Disease data for the regional dataset are compiled from laboratory reported incidence for the seven zoonotic diseases chosen covering six Northern/Arctic countries and regions (Greenland, Iceland, Norway, Sweden, Finland, and parts of northern Russia). The countries are represented by 32 to 86 districts, with the longest records from 1969 to 2016. We ignored regions with less than 10-year data prior to 2015, and thus retained data only for Norway, Sweden, Finland, and Russia. However, not all diseases are notifiable in all studied countries, for example, borreliosis is not notifiable in Sweden and leptospirosis is not notifiable in Norway29. Annual incidence of a disease in each country or in the entire region was calculated as total reported absolute cases divided by total population in selected reporting districts. The time period considered when assessing incidence in the whole region only covered a continuous time sequence ranging from the first year to the latest with at most one country or part of country (eastern part of Russia or western part of Russia). Therefore, Q fever has a time series of annual incidence from 1998 to 2015, TBE from 2002 to 2015, cryptosporidiosis from 2004 to 2016, and the other diseases from 1995 to 2015.

Twenty-two climate variables were selected and calculated from the Climate Research Unit’s (CRU) version 4.04 high-resolution gridded dataset15. These were annual mean, maximum, and minimum monthly and seasonal temperature and precipitation, along with temperature and precipitation of the warmest, coldest, wettest, and driest quarter. No missing data appeared in the study region. Grid cells with at least 50% of their area located in the selected districts of the respective disease in the previous step were area-weighted averaged to obtain values for the entire region. The warmest quarter coincides with the summer months (June–August), so in this case the temperature or precipitation of the warmest quarter is represented by the same data as those for the summer. The coldest quarter is also essentially the same as winter (December-February), except in the year 1992/1993, when the coldest quarter was shifted to 1 month earlier than the normal winter period.
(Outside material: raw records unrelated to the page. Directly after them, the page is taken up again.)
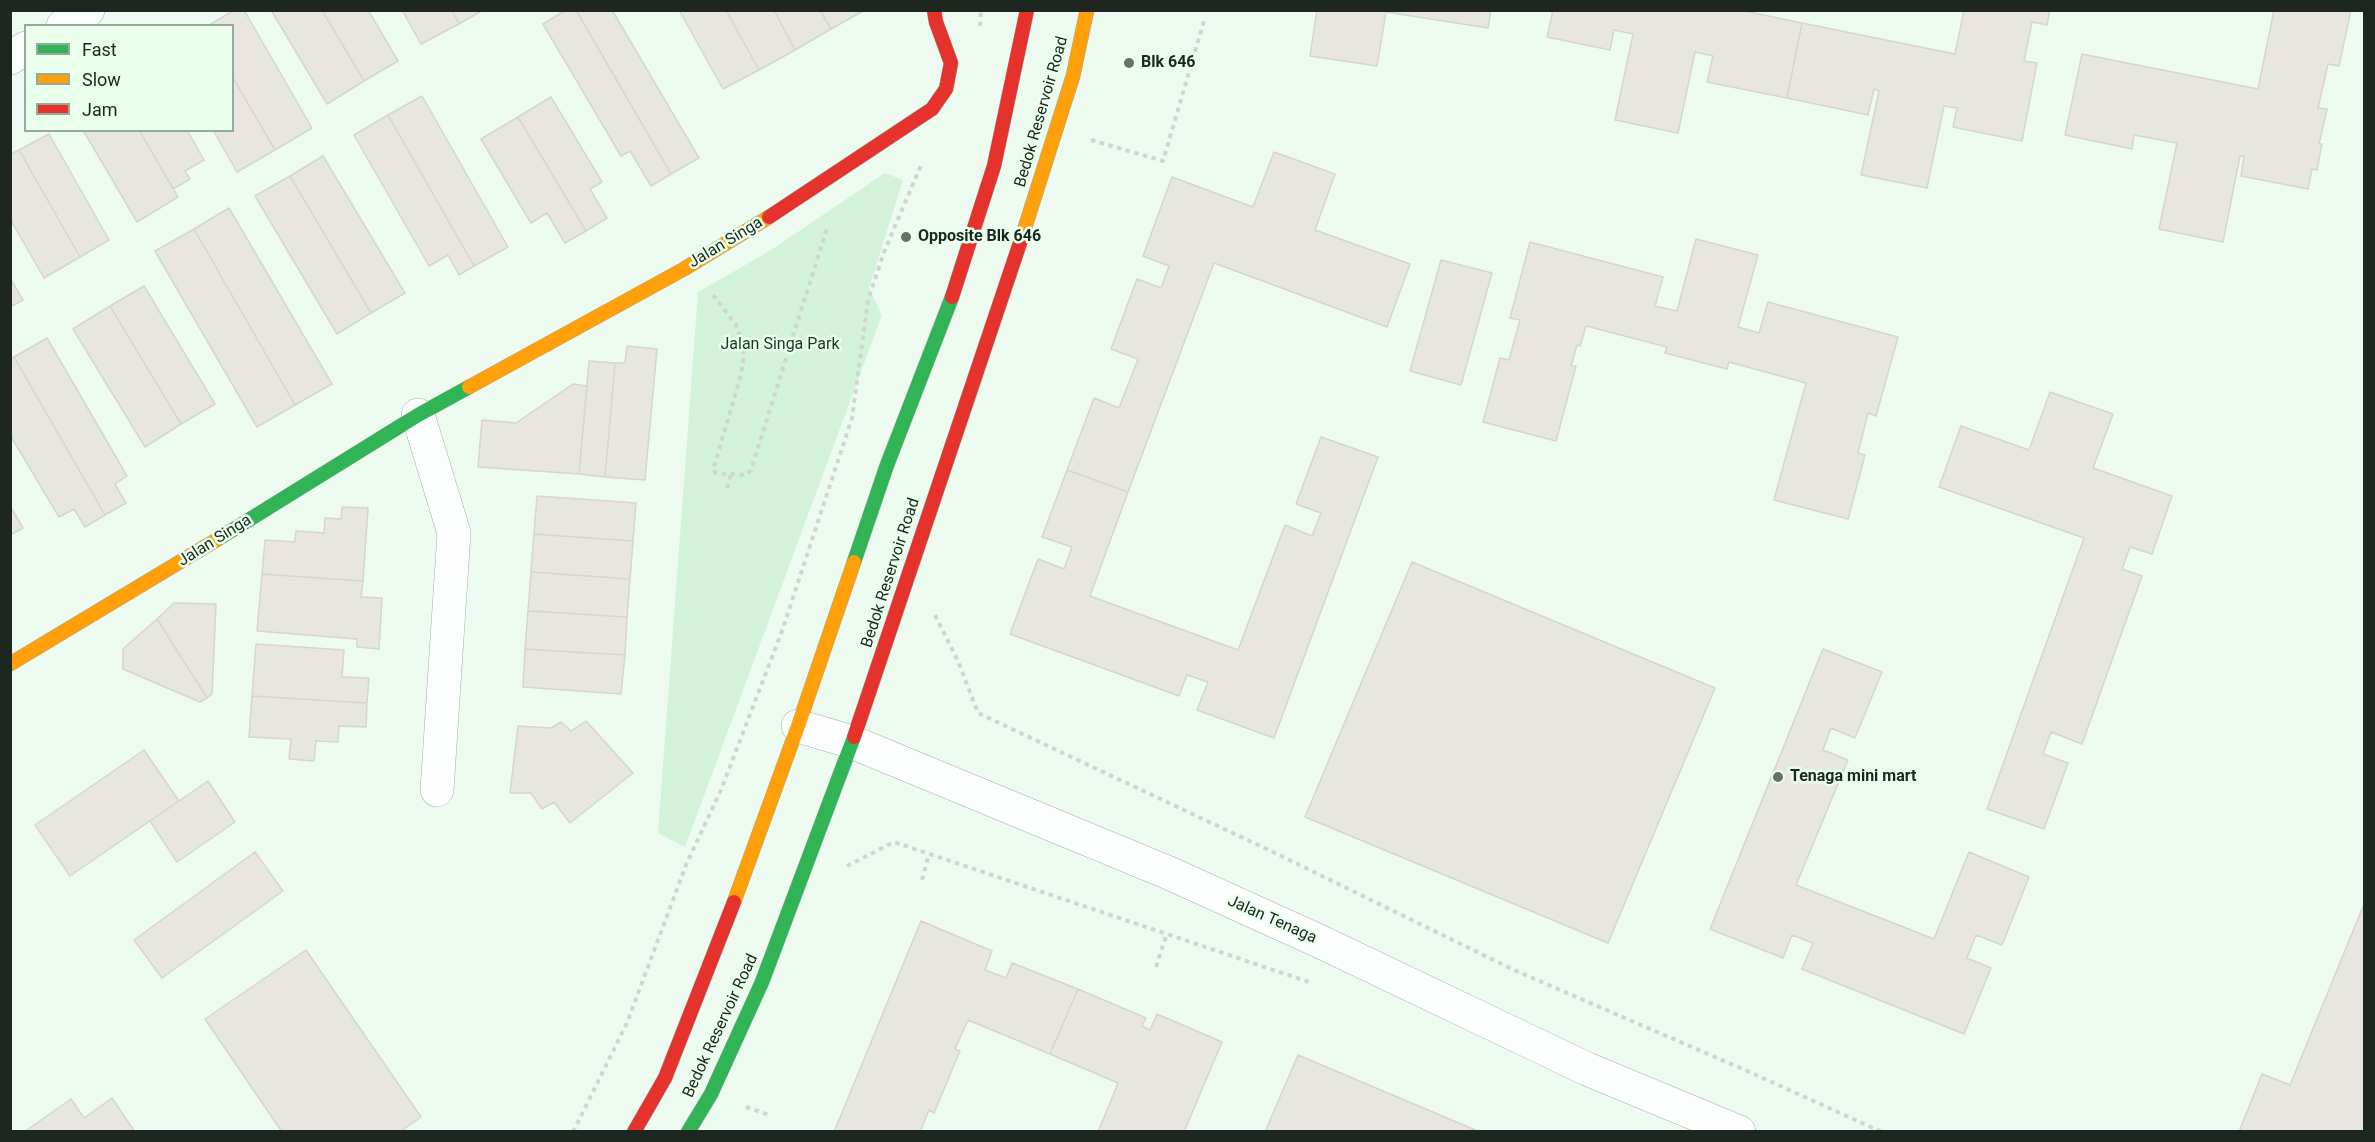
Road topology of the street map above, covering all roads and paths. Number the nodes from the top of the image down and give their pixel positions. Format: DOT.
graph roads {
  1 [pos="88,10"];
  2 [pos="934,10"];
  3 [pos="981,10"];
  4 [pos="1027,10"];
  5 [pos="1087,10"];
  6 [pos="1204,21"];
  7 [pos="66,24"];
  8 [pos="980,29"];
  9 [pos="24,49"];
  10 [pos="10,58"];
  11 [pos="1087,139"];
  12 [pos="928,159"];
  13 [pos="830,219"];
  14 [pos="684,269"];
  15 [pos="418,415"];
  16 [pos="730,474"];
  17 [pos="727,488"];
  18 [pos="958,661"];
  19 [pos="10,664"];
  20 [pos="798,726"];
  21 [pos="852,742"];
  22 [pos="437,790"];
  23 [pos="929,854"];
  24 [pos="843,868"];
  25 [pos="922,880"];
  26 [pos="1167,933"];
  27 [pos="1156,967"];
  28 [pos="1318,986"];
  29 [pos="737,1104"];
  30 [pos="769,1115"];
  31 [pos="573,1131"];
  32 [pos="634,1131"];
  33 [pos="688,1131"];
  34 [pos="1739,1131"];
  35 [pos="1882,1131"];
  1 -- 7 [label="street"];
  2 -- 14 [label="main road, Jalan Singa"];
  3 -- 8 [label="path"];
  4 -- 20 [label="main road, Bedok Reservoir Road"];
  5 -- 21 [label="main road, Bedok Reservoir Road"];
  6 -- 11 [label="path"];
  9 -- 10 [label="street"];
  12 -- 31 [label="path"];
  13 -- 16 [label="path"];
  14 -- 15 [label="main road, Jalan Singa"];
  14 -- 16 [label="path"];
  15 -- 19 [label="main road, Jalan Singa"];
  15 -- 22 [label="street"];
  16 -- 17 [label="path"];
  18 -- 35 [label="path"];
  20 -- 21 [label="street, Jalan Tenaga"];
  20 -- 32 [label="main road, Bedok Reservoir Road"];
  21 -- 33 [label="main road, Bedok Reservoir Road"];
  21 -- 34 [label="street, Jalan Tenaga"];
  23 -- 24 [label="path"];
  23 -- 25 [label="path"];
  23 -- 26 [label="path"];
  26 -- 27 [label="path"];
  26 -- 28 [label="path"];
  29 -- 30 [label="path"];
}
The wettest quarter varies between summer and autumn months (June–September), and the driest quarter between winter and spring months (January-May).

To make comparisons between the north (low population density) and the south (high population density) for the trends in the diseases and their correlations with climate variables, the European part (excluding eastern Russia) of the study region, based on the centroid of each district, was divided into two parts by latitude 63°N. Annual incidence of diseases and climate data for the two constituent southern and northern parts were calculated with the same methods as for the whole region.

Spearman correlation analysis was conducted to investigate relationships between diseases and climate variables. Statistical significance was set to p < 0.01. We applied a 5-year running mean filter to both datasets, on the one hand to be consistent with the “long-term” concept of climate and on the other hand to avoid lack of freedom in the later regression. We then used stepwise (combined forward and backward) regression analysis to identify statistically significant variables contributing to variations in the incidence of each disease, while minimizing the effect of collinearity among variables. Candidate climate variables fed into stepwise regression are those with significance level p < 0.01 in Spearman correlation analysis. A variable is considered for addition or subtraction based on the significance level, which was again set at p < 0.01.